Work instructions: Go through the data below and return each line containing the word "Глинки".
......
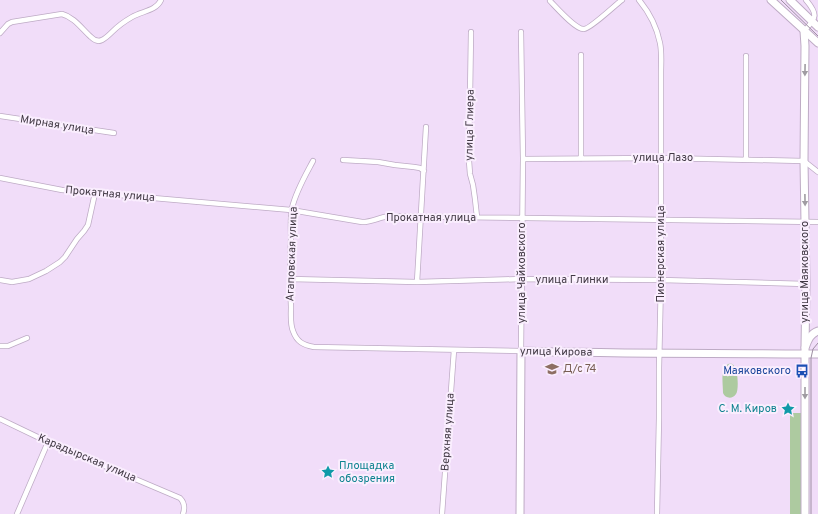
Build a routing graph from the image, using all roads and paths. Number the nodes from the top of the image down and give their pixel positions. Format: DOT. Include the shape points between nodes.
graph roads {
  1 [pos="161,0"];
  2 [pos="622,0"];
  3 [pos="639,0"];
  4 [pos="771,0"];
  5 [pos="790,0"];
  6 [pos="806,0"];
  7 [pos="550,1"];
  8 [pos="816,24"];
  9 [pos="804,31"];
  10 [pos="471,32"];
  11 [pos="521,32"];
  12 [pos="0,33"];
  13 [pos="818,44"];
  14 [pos="581,55"];
  15 [pos="746,56"];
  16 [pos="0,116"];
  17 [pos="426,127"];
  18 [pos="114,133"];
  19 [pos="662,158"];
  20 [pos="522,159"];
  21 [pos="581,159"];
  22 [pos="746,159"];
  23 [pos="343,160"];
  24 [pos="314,161"];
  25 [pos="804,161"];
  26 [pos="424,170"];
  27 [pos="818,172"];
  28 [pos="0,178"];
  29 [pos="95,193"];
  30 [pos="291,210"];
  31 [pos="421,217"];
  32 [pos="477,218"];
  33 [pos="522,218"];
  34 [pos="661,220"];
  35 [pos="805,221"];
  36 [pos="818,222"];
  37 [pos="290,279"];
  38 [pos="0,280"];
  39 [pos="522,280"];
  40 [pos="661,280"];
  41 [pos="417,282"];
  42 [pos="806,284"];
  43 [pos="818,331"];
  44 [pos="27,338"];
  45 [pos="0,346"];
  46 [pos="8,346"];
  47 [pos="307,346"];
  48 [pos="0,349"];
  49 [pos="454,350"];
  50 [pos="521,351"];
  51 [pos="805,351"];
  52 [pos="659,353"];
  53 [pos="818,354"];
  54 [pos="0,419"];
  55 [pos="48,442"];
  56 [pos="17,514"];
  57 [pos="183,514"];
  58 [pos="442,514"];
  59 [pos="520,514"];
  60 [pos="657,514"];
  61 [pos="805,514"];
  1 -- 12 [label="street" via="154,8 130,17 100,41 62,14 12,22"];
  2 -- 7 [label="street" via="585,29 572,23"];
  3 -- 19 [label="street, Пионерская улица" via="654,23 660,44"];
  4 -- 9 [label="main road"];
  5 -- 8 [label="main road"];
  6 -- 8 [label="street" via="815,12"];
  8 -- 9 [label="street"];
  9 -- 13 [label="main road"];
  9 -- 25 [label="main road, улица Маяковского, one-way"];
  10 -- 32 [label="street, улица Глиера" via="469,161"];
  11 -- 20 [label="street, улица Чайковского"];
  14 -- 21 [label="street"];
  15 -- 22 [label="street"];
  16 -- 18 [label="street, Мирная улица"];
  17 -- 26 [label="street"];
  19 -- 21 [label="street, улица Лазо"];
  19 -- 22 [label="street, улица Лазо"];
  19 -- 34 [label="street, Пионерская улица"];
  20 -- 21 [label="street, улица Лазо"];
  20 -- 33 [label="street, улица Чайковского"];
  22 -- 25 [label="street, улица Лазо"];
  23 -- 26 [label="street" via="378,162"];
  24 -- 30 [label="street, Агаповская улица" via="300,184"];
  25 -- 27 [label="street"];
  25 -- 35 [label="main road, улица Маяковского, one-way"];
  26 -- 31 [label="street"];
  28 -- 29 [label="street, Прокатная улица" via="62,190"];
  29 -- 30 [label="street, Прокатная улица"];
  29 -- 38 [label="street" via="88,225 65,258 28,279 12,282"];
  30 -- 31 [label="street, Прокатная улица" via="362,222 382,217"];
  30 -- 37 [label="street, Агаповская улица"];
  31 -- 32 [label="street, Прокатная улица"];
  31 -- 41 [label="street"];
  32 -- 33 [label="street, Прокатная улица"];
  33 -- 34 [label="street, Прокатная улица"];
  33 -- 39 [label="street, улица Чайковского"];
  34 -- 35 [label="street, Прокатная улица"];
  34 -- 40 [label="street, Пионерская улица"];
  35 -- 36 [label="street, Прокатная улица"];
  35 -- 42 [label="main road, улица Маяковского"];
  37 -- 41 [label="street, улица Глинки"];
  37 -- 47 [label="street, Агаповская улица" via="292,328 297,339"];
  39 -- 40 [label="street, улица Глинки"];
  39 -- 41 [label="street, улица Глинки"];
  39 -- 50 [label="street, улица Чайковского"];
  40 -- 42 [label="street, улица Глинки"];
  40 -- 52 [label="street, Пионерская улица"];
  42 -- 51 [label="main road, улица Маяковского"];
  43 -- 51 [label="main road" via="809,338"];
  44 -- 46 [label="street"];
  45 -- 46 [label="street"];
  46 -- 48 [label="street"];
  47 -- 49 [label="street, улица Кирова"];
  49 -- 50 [label="street, улица Кирова"];
  49 -- 58 [label="street, Верхняя улица"];
  50 -- 52 [label="main road, улица Кирова"];
  50 -- 59 [label="main road, улица Чайковского"];
  51 -- 52 [label="main road, улица Кирова"];
  51 -- 53 [label="main road, улица Кирова"];
  51 -- 61 [label="main road, улица Маяковского, one-way"];
  52 -- 60 [label="street, Пионерская улица"];
  54 -- 55 [label="street, Карадырская улица"];
  55 -- 56 [label="street"];
  55 -- 57 [label="street, Карадырская улица" via="180,498 184,504"];
}
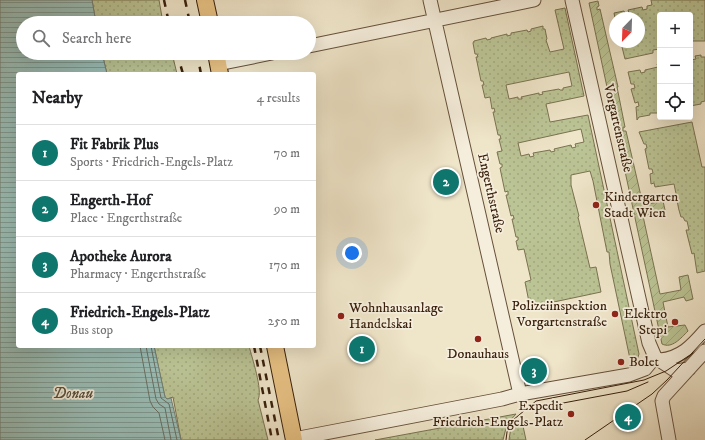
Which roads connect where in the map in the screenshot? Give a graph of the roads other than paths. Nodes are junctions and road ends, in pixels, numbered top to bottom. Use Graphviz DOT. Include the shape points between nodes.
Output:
graph roads {
  1 [pos="205,0"];
  2 [pos="430,0"];
  3 [pos="534,0"];
  4 [pos="572,0"];
  5 [pos="208,16"];
  6 [pos="434,20"];
  7 [pos="316,45"];
  8 [pos="238,60"];
  9 [pos="218,64"];
  10 [pos="705,331"];
  11 [pos="275,348"];
  12 [pos="705,351"];
  13 [pos="657,359"];
  14 [pos="689,369"];
  15 [pos="520,394"];
  16 [pos="294,439"];
  17 [pos="669,440"];
  1 -- 5 [label="main road"];
  2 -- 6 [label="street, Engerthstraße"];
  3 -- 6 [label="street"];
  4 -- 13 [label="street, Vorgartenstraße" via="648,339"];
  6 -- 7 [label="street"];
  6 -- 15 [label="street, Engerthstraße"];
  8 -- 9 [label="street"];
  10 -- 13 [label="street" via="683,353 671,359"];
  11 -- 16 [label="main road"];
  12 -- 14 [label="street"];
  13 -- 14 [label="street" via="676,371"];
  13 -- 15 [label="street" via="645,370 629,375"];
  14 -- 17 [label="street" via="662,401"];
  15 -- 16 [label="street"];
}
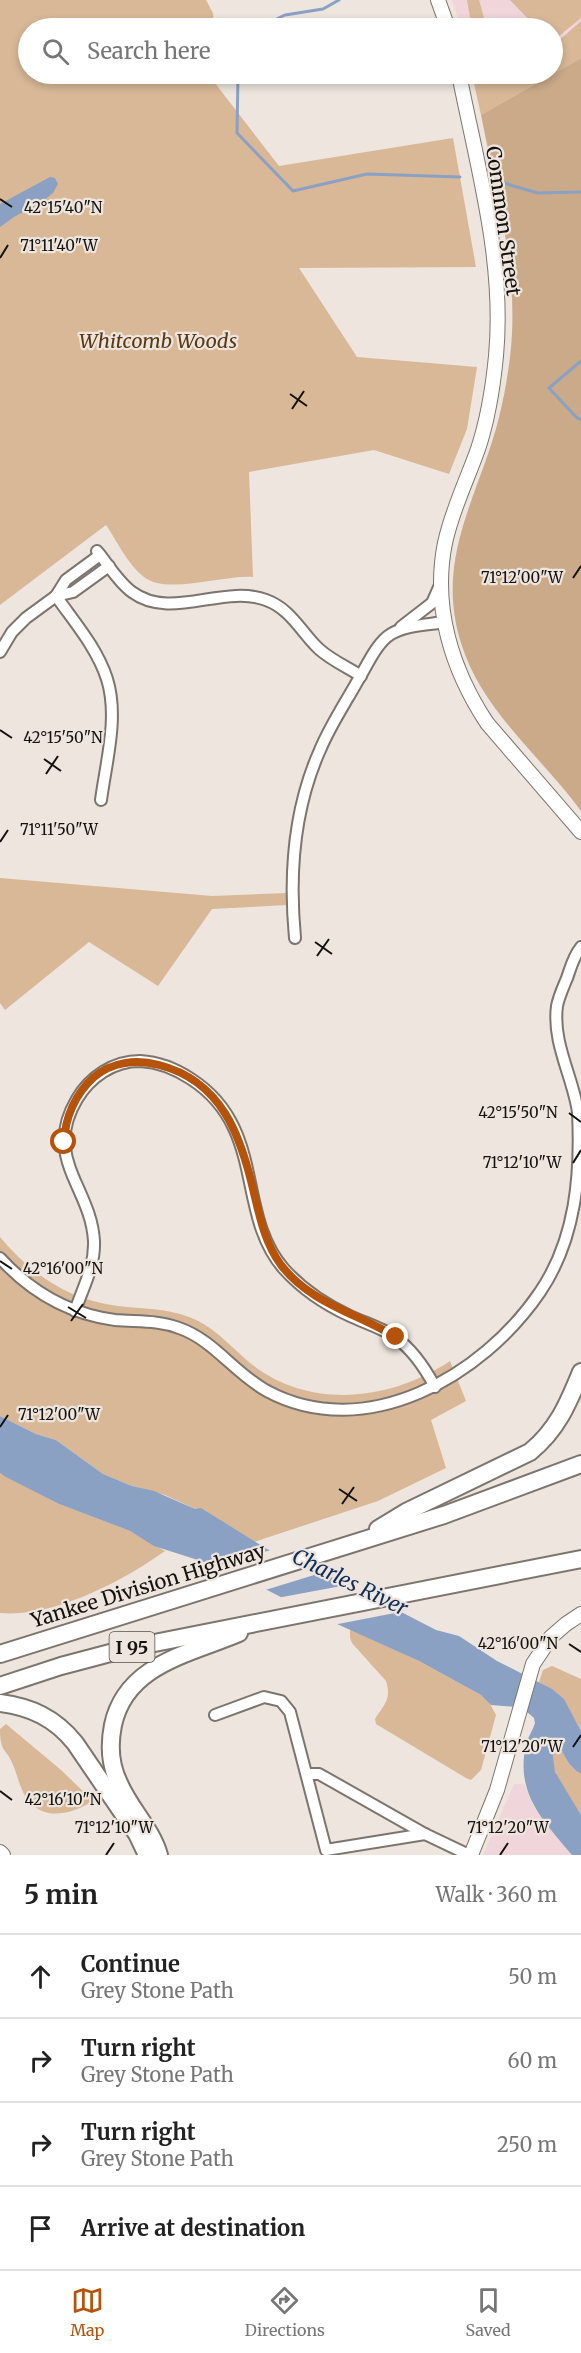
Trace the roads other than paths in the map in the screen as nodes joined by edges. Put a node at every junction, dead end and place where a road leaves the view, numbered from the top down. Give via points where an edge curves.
1 (438, 0) edge
2 (444, 18) edge
3 (461, 84) edge
4 (109, 566) junction
5 (441, 584) junction
6 (56, 597) junction
7 (444, 622) junction
8 (392, 633) junction
9 (0, 652) edge
10 (361, 676) junction
11 (101, 800) dead end
12 (581, 832) edge
13 (295, 938) dead end
14 (581, 947) edge
15 (581, 966) edge
16 (567, 978) junction
17 (0, 1258) edge
18 (75, 1311) junction
19 (581, 1372) edge
20 (435, 1387) junction
21 (581, 1464) edge
22 (354, 1543) junction
23 (581, 1559) edge
24 (581, 1614) edge
25 (267, 1620) junction
26 (0, 1654) edge
27 (0, 1686) edge
28 (0, 1703) edge
29 (215, 1715) dead end
30 (307, 1774) junction
31 (425, 1834) junction
32 (147, 1855) edge
33 (159, 1855) edge
34 (470, 1855) edge

1 - 2 main road
3 - 5 main road, Common Street via 492,244 497,286 496,343 484,427 447,534
4 - 6 street via 73,592
4 - 6 street via 99,553 66,580
4 - 10 street via 129,590 153,602 242,595 273,603 291,616 321,651
5 - 7 main road, Common Street
5 - 8 street, Common Street via 428,608
6 - 9 street via 16,627
6 - 11 street via 91,647 110,689 111,724
7 - 8 street
7 - 12 main road, Common Street via 465,686 487,723
8 - 10 street, Common Street
10 - 13 street, Common Street via 324,740 310,779 293,870
14 - 16 street
15 - 16 street
16 - 20 street via 556,1020 576,1102 581,1148 578,1194 569,1232 551,1274 524,1313 492,1345
17 - 18 street via 33,1288
18 - 20 street via 115,1320 163,1323 187,1331 208,1343 258,1386 303,1405 370,1407 403,1400
18 - 20 street via 90,1275 94,1243 88,1212 66,1158 68,1120 82,1090 98,1074 126,1062 156,1064 195,1082 228,1116 244,1152 264,1234 281,1266 324,1302 396,1337 414,1355
19 - 22 highway via 558,1424 530,1452 406,1512
21 - 22 highway, Yankee Division Highway / I 95 via 461,1509
22 - 26 highway, Yankee Division Highway / I 95
23 - 25 highway, I 95
24 - 34 main road via 551,1637 531,1669 497,1790
25 - 27 highway, I 95 via 129,1648
25 - 33 highway via 161,1664 135,1683 118,1708 110,1742 115,1774
28 - 32 highway via 32,1710 63,1730 137,1834
29 - 30 street via 264,1697 281,1701 290,1713
30 - 31 street via 319,1774
30 - 31 street via 326,1850
31 - 34 street

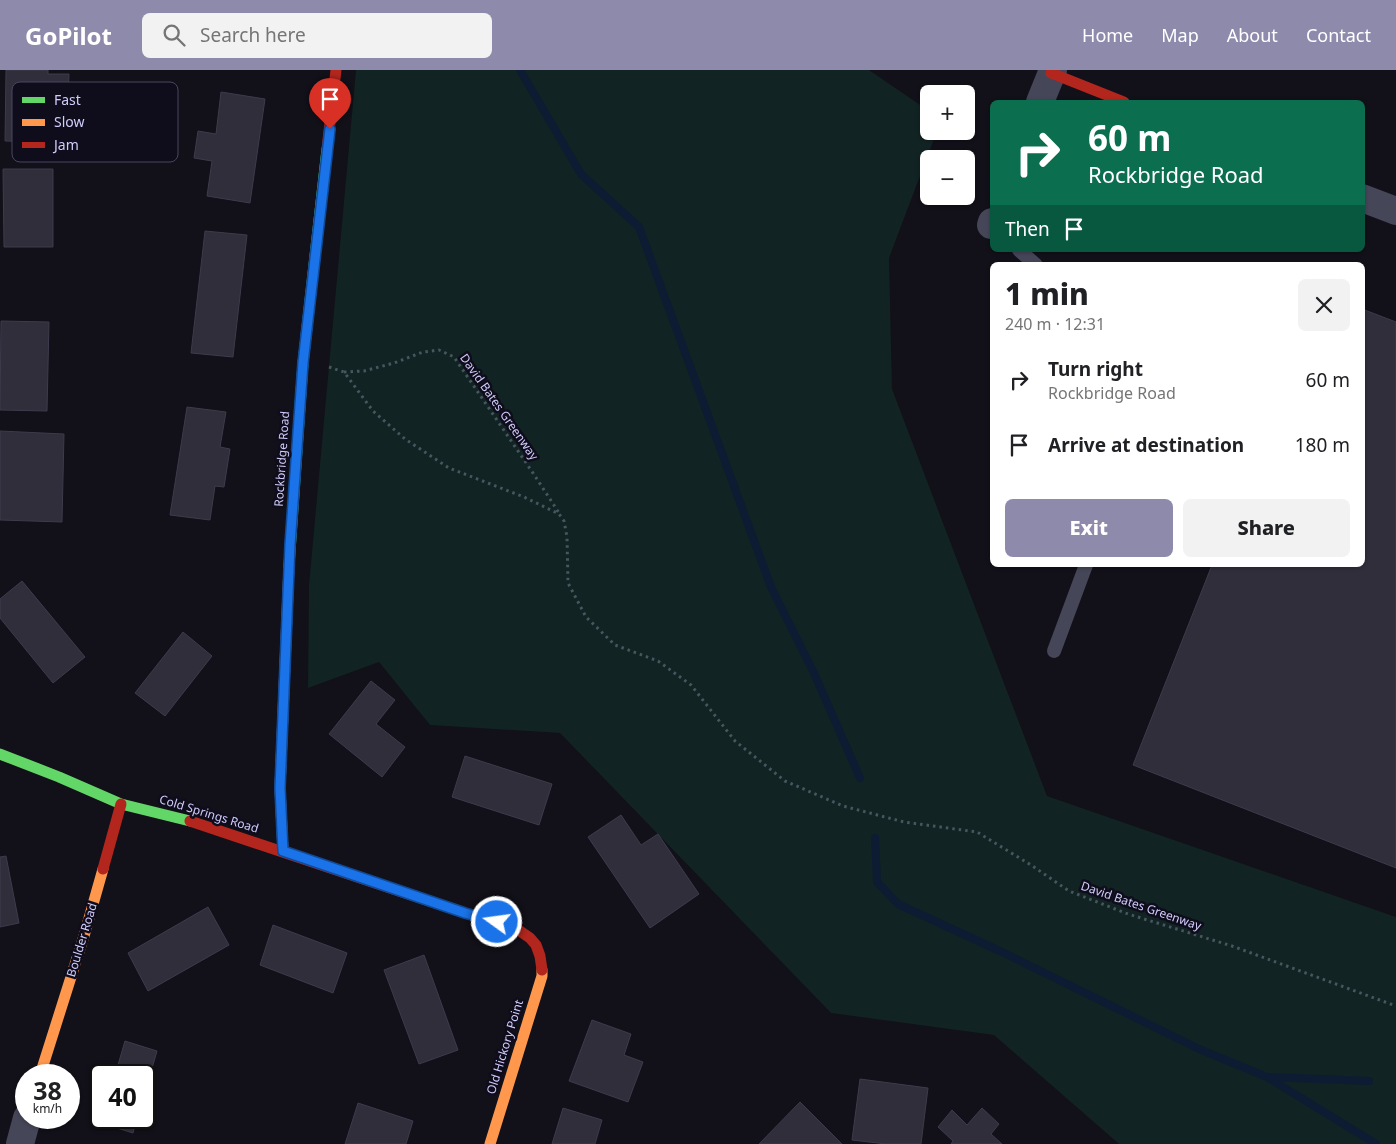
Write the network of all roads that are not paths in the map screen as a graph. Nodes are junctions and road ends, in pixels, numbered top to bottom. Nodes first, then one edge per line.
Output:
1 (336, 70) edge
2 (1052, 71) edge
3 (1041, 100) edge
4 (1119, 100) edge
5 (1365, 199) edge
6 (1396, 211) edge
7 (1021, 252) edge
8 (1033, 262) edge
9 (1085, 567) edge
10 (1054, 651) dead end
11 (0, 754) edge
12 (121, 804) junction
13 (283, 851) junction
14 (541, 958) joint
15 (43, 1064) edge
16 (24, 1129) edge
17 (20, 1144) edge
18 (490, 1144) edge

1 - 13 street, Rockbridge Road
2 - 3 street
2 - 4 street
5 - 6 street
7 - 8 lane
9 - 10 lane
11 - 12 street, Cold Springs Road
12 - 13 street, Cold Springs Road
12 - 15 street, Boulder Road
13 - 14 street, Cold Springs Road
14 - 18 street, Old Hickory Point
16 - 17 street

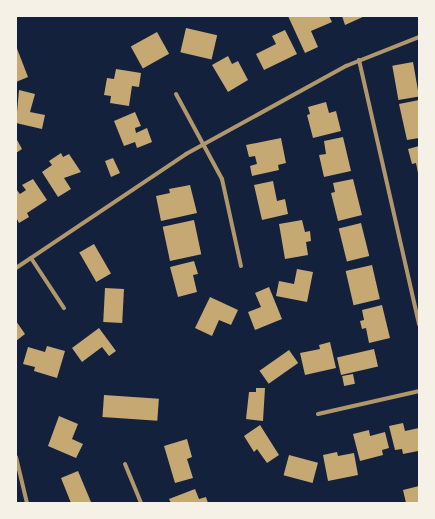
......
Exercise output:
  37 -- 41 [label="street, улица Глинки"];
  39 -- 40 [label="street, улица Глинки"];
  39 -- 41 [label="street, улица Глинки"];
  40 -- 42 [label="street, улица Глинки"];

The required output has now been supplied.